**TASK DIRECTIONS**. Every entry that follows is to be set down exactly, with its pictures omitted.

(Stored data)
- - - - -
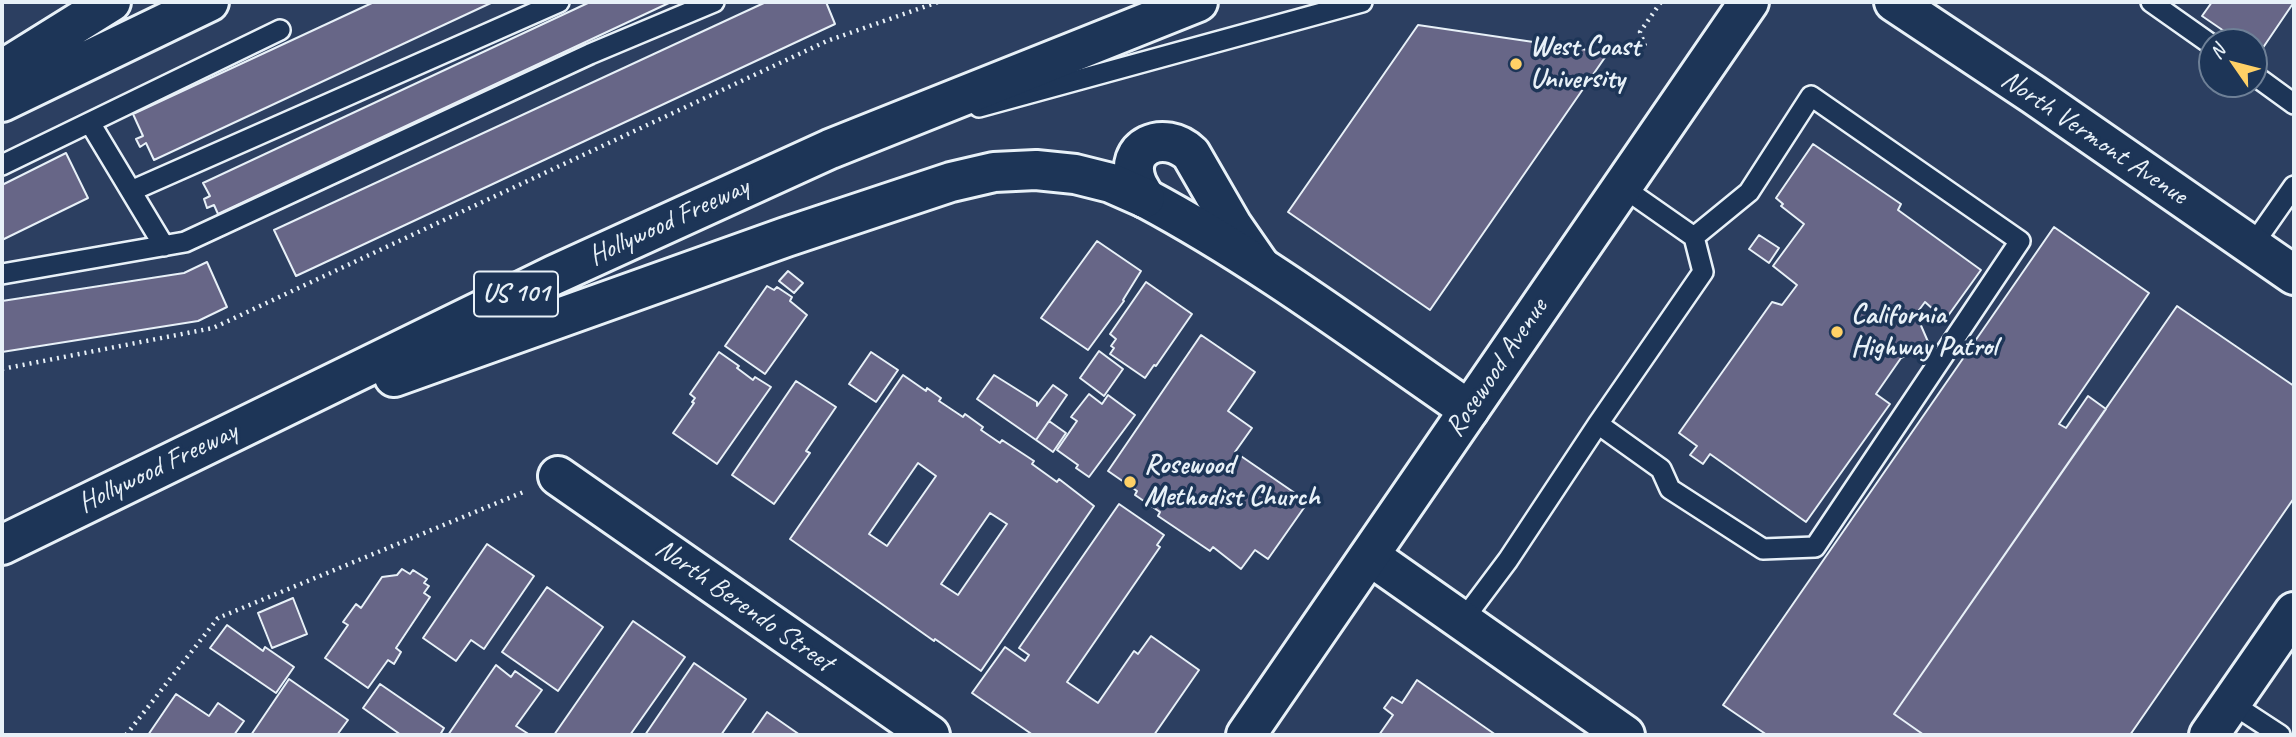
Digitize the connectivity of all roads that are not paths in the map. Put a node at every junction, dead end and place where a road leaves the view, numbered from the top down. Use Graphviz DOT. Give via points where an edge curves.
graph roads {
  1 [pos="111,2"];
  2 [pos="559,2"];
  3 [pos="714,2"];
  4 [pos="1198,2"];
  5 [pos="1362,2"];
  6 [pos="1749,2"];
  7 [pos="1894,2"];
  8 [pos="2151,2"];
  9 [pos="204,4"];
  10 [pos="280,30"];
  11 [pos="2198,35"];
  12 [pos="2,70"];
  13 [pos="2268,85"];
  14 [pos="2,103"];
  15 [pos="2294,104"];
  16 [pos="89,123"];
  17 [pos="830,149"];
  18 [pos="2,165"];
  19 [pos="1621,186"];
  20 [pos="2294,186"];
  21 [pos="131,191"];
  22 [pos="1145,198"];
  23 [pos="1694,237"];
  24 [pos="164,246"];
  25 [pos="2252,246"];
  26 [pos="1259,264"];
  27 [pos="2,274"];
  28 [pos="2294,275"];
  29 [pos="1469,410"];
  30 [pos="1598,424"];
  31 [pos="204,445"];
  32 [pos="558,476"];
  33 [pos="2,545"];
  34 [pos="1370,556"];
  35 [pos="2294,611"];
  36 [pos="1463,620"];
  37 [pos="2231,703"];
  38 [pos="930,735"];
  39 [pos="1246,735"];
  40 [pos="1625,735"];
  41 [pos="2209,735"];
  42 [pos="2280,735"];
  1 -- 12 [label="main road"];
  2 -- 21 [label="lane"];
  3 -- 24 [label="lane" via="577,60 185,242"];
  4 -- 17 [label="main road, Hollywood Freeway / US 101"];
  5 -- 17 [label="lane"];
  6 -- 19 [label="main road, Rosewood Avenue"];
  7 -- 25 [label="main road, North Vermont Avenue"];
  8 -- 11 [label="lane"];
  9 -- 14 [label="main road"];
  10 -- 16 [label="lane"];
  13 -- 15 [label="lane"];
  16 -- 18 [label="lane"];
  16 -- 21 [label="lane"];
  17 -- 31 [label="main road, Hollywood Freeway / US 101" via="554,275"];
  19 -- 23 [label="lane"];
  19 -- 29 [label="main road, Rosewood Avenue"];
  20 -- 25 [label="lane"];
  21 -- 24 [label="lane"];
  22 -- 26 [label="main road"];
  22 -- 26 [label="main road" via="1136,182 1137,157 1157,141 1182,144"];
  22 -- 31 [label="main road" via="1111,183 1036,170 994,172 951,182"];
  23 -- 30 [label="lane" via="1703,272"];
  23 -- 30 [label="lane" via="1749,192 1811,96 2020,241 1815,547 1763,549 1670,489 1661,469"];
  24 -- 27 [label="lane"];
  25 -- 28 [label="main road, North Vermont Avenue"];
  26 -- 29 [label="main road"];
  29 -- 34 [label="main road, Rosewood Avenue"];
  30 -- 36 [label="lane"];
  31 -- 33 [label="main road, Hollywood Freeway / US 101"];
  32 -- 38 [label="main road, North Berendo Street"];
  34 -- 36 [label="main road"];
  34 -- 39 [label="main road, Rosewood Avenue"];
  35 -- 37 [label="main road"];
  36 -- 40 [label="main road"];
  37 -- 41 [label="main road"];
  37 -- 42 [label="lane"];
}
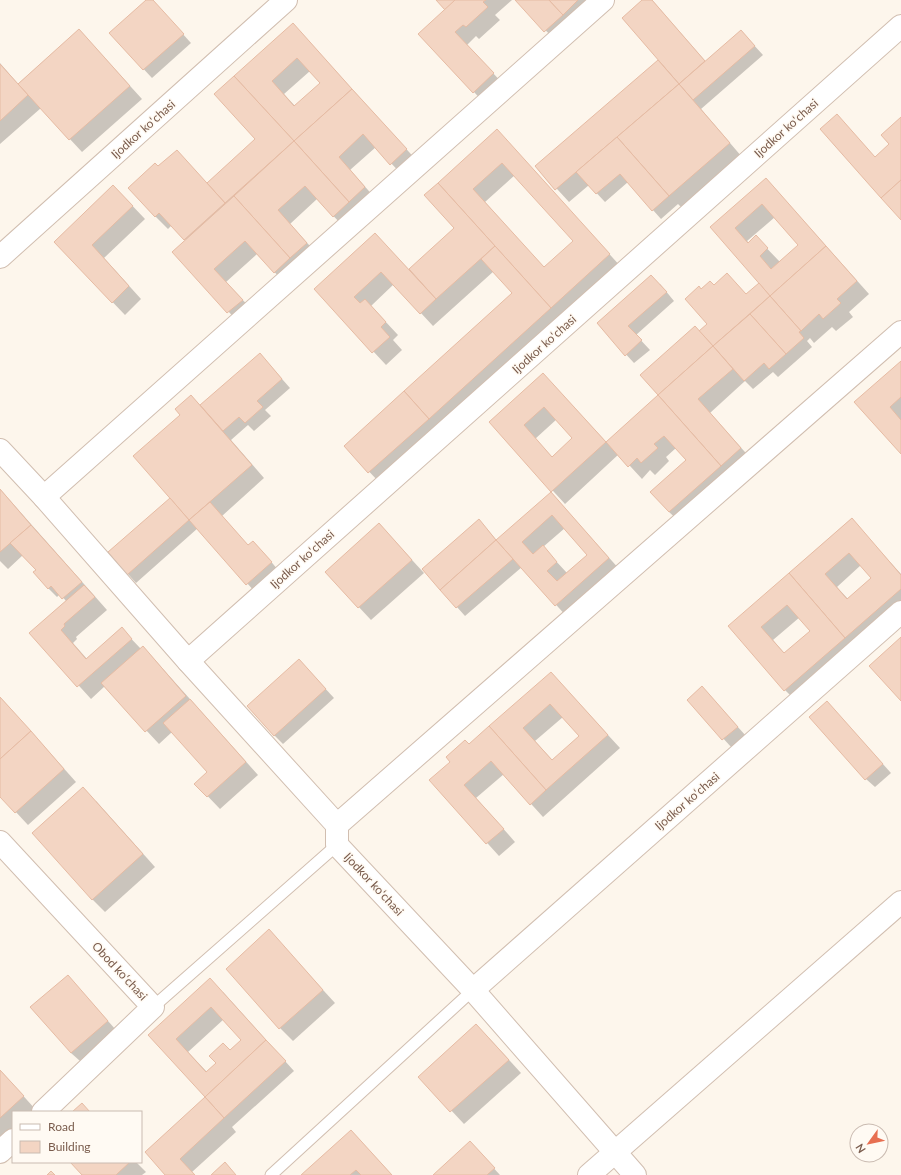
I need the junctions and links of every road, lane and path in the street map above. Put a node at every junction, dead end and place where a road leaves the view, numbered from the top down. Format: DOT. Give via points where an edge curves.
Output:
- - - - -
**EXERCISE RESULT**.
Digitize the connectivity of all roads that are not paths in the map. Put a node at every junction, dead end and place where a road leaves the view, numbered from the top down. Use Graphviz DOT. Give via points where an edge curves.
graph roads {
  1 [pos="111,2"];
  2 [pos="559,2"];
  3 [pos="714,2"];
  4 [pos="1198,2"];
  5 [pos="1362,2"];
  6 [pos="1749,2"];
  7 [pos="1894,2"];
  8 [pos="2151,2"];
  9 [pos="204,4"];
  10 [pos="280,30"];
  11 [pos="2198,35"];
  12 [pos="2,70"];
  13 [pos="2268,85"];
  14 [pos="2,103"];
  15 [pos="2294,104"];
  16 [pos="89,123"];
  17 [pos="830,149"];
  18 [pos="2,165"];
  19 [pos="1621,186"];
  20 [pos="2294,186"];
  21 [pos="131,191"];
  22 [pos="1145,198"];
  23 [pos="1694,237"];
  24 [pos="164,246"];
  25 [pos="2252,246"];
  26 [pos="1259,264"];
  27 [pos="2,274"];
  28 [pos="2294,275"];
  29 [pos="1469,410"];
  30 [pos="1598,424"];
  31 [pos="204,445"];
  32 [pos="558,476"];
  33 [pos="2,545"];
  34 [pos="1370,556"];
  35 [pos="2294,611"];
  36 [pos="1463,620"];
  37 [pos="2231,703"];
  38 [pos="930,735"];
  39 [pos="1246,735"];
  40 [pos="1625,735"];
  41 [pos="2209,735"];
  42 [pos="2280,735"];
  1 -- 12 [label="main road"];
  2 -- 21 [label="lane"];
  3 -- 24 [label="lane" via="577,60 185,242"];
  4 -- 17 [label="main road, Hollywood Freeway / US 101"];
  5 -- 17 [label="lane"];
  6 -- 19 [label="main road, Rosewood Avenue"];
  7 -- 25 [label="main road, North Vermont Avenue"];
  8 -- 11 [label="lane"];
  9 -- 14 [label="main road"];
  10 -- 16 [label="lane"];
  13 -- 15 [label="lane"];
  16 -- 18 [label="lane"];
  16 -- 21 [label="lane"];
  17 -- 31 [label="main road, Hollywood Freeway / US 101" via="554,275"];
  19 -- 23 [label="lane"];
  19 -- 29 [label="main road, Rosewood Avenue"];
  20 -- 25 [label="lane"];
  21 -- 24 [label="lane"];
  22 -- 26 [label="main road"];
  22 -- 26 [label="main road" via="1136,182 1137,157 1157,141 1182,144"];
  22 -- 31 [label="main road" via="1111,183 1036,170 994,172 951,182"];
  23 -- 30 [label="lane" via="1703,272"];
  23 -- 30 [label="lane" via="1749,192 1811,96 2020,241 1815,547 1763,549 1670,489 1661,469"];
  24 -- 27 [label="lane"];
  25 -- 28 [label="main road, North Vermont Avenue"];
  26 -- 29 [label="main road"];
  29 -- 34 [label="main road, Rosewood Avenue"];
  30 -- 36 [label="lane"];
  31 -- 33 [label="main road, Hollywood Freeway / US 101"];
  32 -- 38 [label="main road, North Berendo Street"];
  34 -- 36 [label="main road"];
  34 -- 39 [label="main road, Rosewood Avenue"];
  35 -- 37 [label="main road"];
  36 -- 40 [label="main road"];
  37 -- 41 [label="main road"];
  37 -- 42 [label="lane"];
}
I need the junctions and links of every road, lane and path in the street map above. Put a node at every junction, dead end and place where a road leaves the view, numbered from the top down. Format: DOT. Give via points where an edge curves.
Output:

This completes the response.